问题
I need to generate random numbers with following properties.
Min should be 200
Max should be 20000
Average(mean) is 500.
Optional: 75th percentile to be 5000
Definitely it is not uniform distribution, nor gaussian. I need to give some left skewness.
回答1:
Java Random probably won't work because it only gives you normal(gaussian) distributions.
What you're probably looking for is an f distribution (see below). You can probably use the distlib library here and choose the f distribution. You can use the random method to get your random number.
回答2:
Say X is your target variable, lets normalize the range by doing Y=(X-200)/(20000-200). So now you want some Y random variable that takes values in [0,1] with mean (500-200)/(20000-200)=1/66.
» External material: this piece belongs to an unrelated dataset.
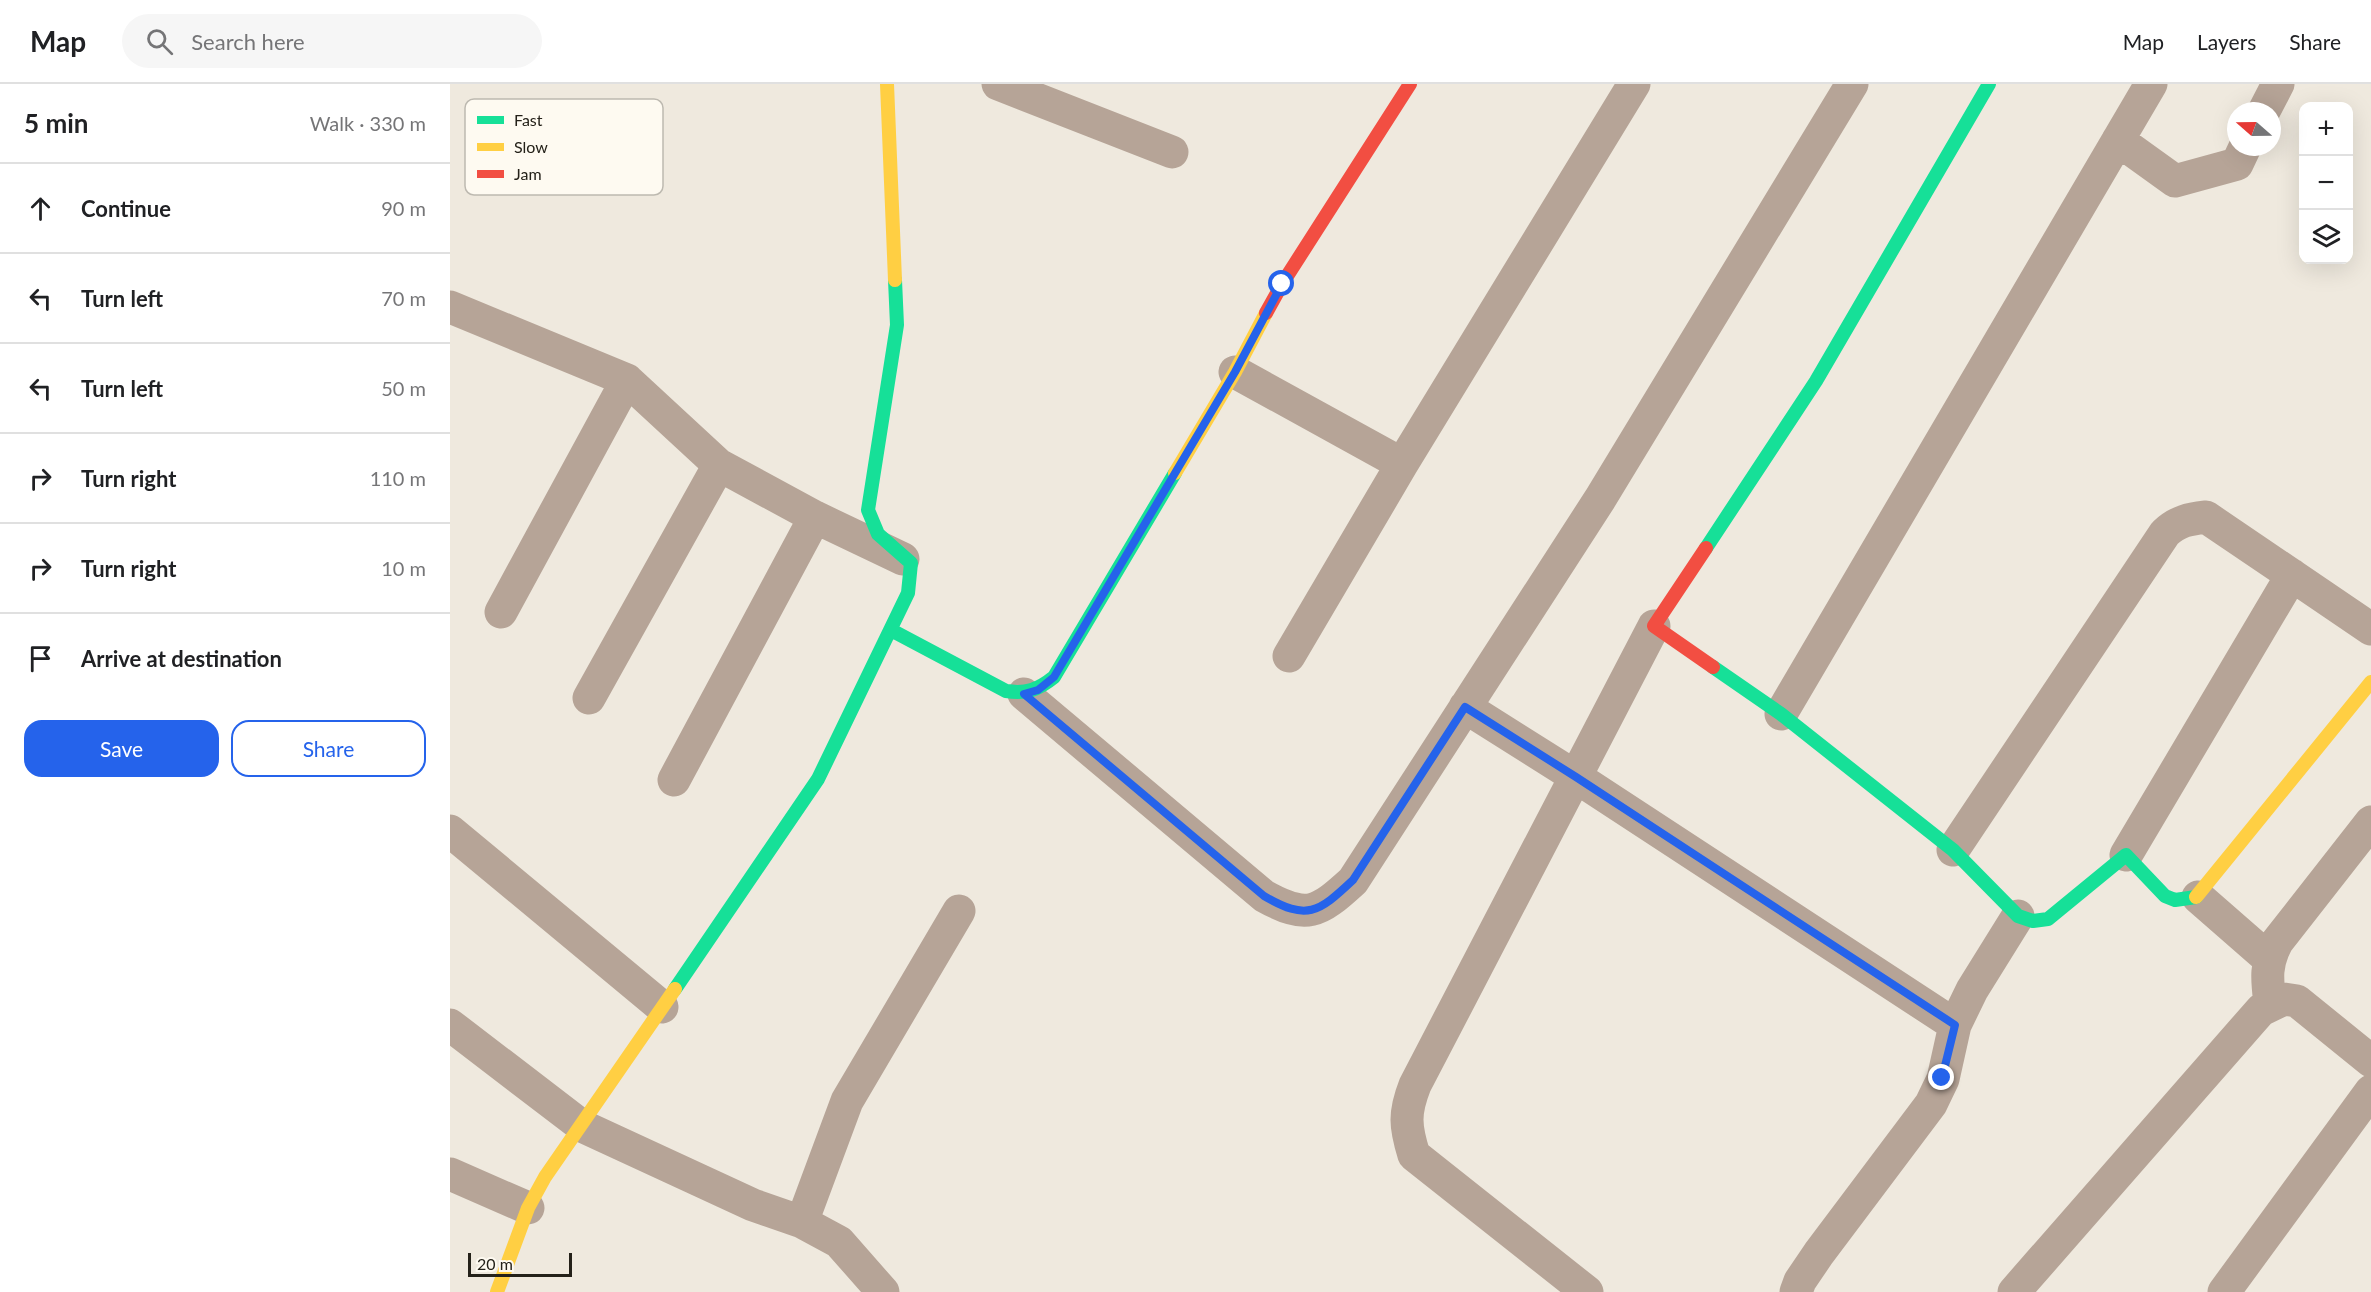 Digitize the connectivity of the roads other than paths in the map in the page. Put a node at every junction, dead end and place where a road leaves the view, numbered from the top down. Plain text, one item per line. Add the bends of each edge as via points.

You have many options, the most natural one seems to me a Beta distribution, Y ~ Beta(a,b) with a/(a+b) = 1/66 - you have an extra degree of freedom, which you can choose either to fit the last quartile requirement.
After that, you simply return X as Y*(20000-200)+200
To generate a Beta random variable, you can use Apache Commons or see here.
回答3:
This may not be the answer you're looking for, but the specific case with 3 uniform distributions:
(Ignore the numbers on the left, but it is to scale!)
public int generate() {
if(random(0, 65) == 0) {
// 50-100 percentile
if(random(1, 13) > 3) {
// 50-75 percentile
return random(500, 5000);
} else {
// 75-100 percentile
return random(5000, 20000);
}
} else {
// 0-50 percentile
return random(200, 500);
}
}
How I got the numbers
First, the area under the curve is equal between 200-500 and 500-20000. This means that the height relationship is 300 * leftHeight == 19500 * rightHeight making leftHeight == 65 * rightHeight
This gives us a 1/66 chance to choose right, and a 65/66 chance to choose left.
I then made the same calculation for the 75th percentile, except the ratio was 500-5000 chance == 5000-20000 chance * 10 / 3. Again, this means we have a 10/13 chance to be in 50-75 percentile, and a 3/13 chance to be in 75-100.
Kudos to @Stas - I am using his 'inclusive random' function.
And yes, I realise my numbers are wrong as this method works with discrete numbers, and my calculations were continuous. It would be good if someone could correct my border cases.
回答4:
You can have a function f working on [0;1] such as
Integral(f(x)dx) on [0;1] = 500
f(0) = 200
f(0.75) = 5000
f(1) = 20000
I guess a function of the form
f(x) = a*exp(x) + b*x + c
could be a solution, you just have to solve the related system.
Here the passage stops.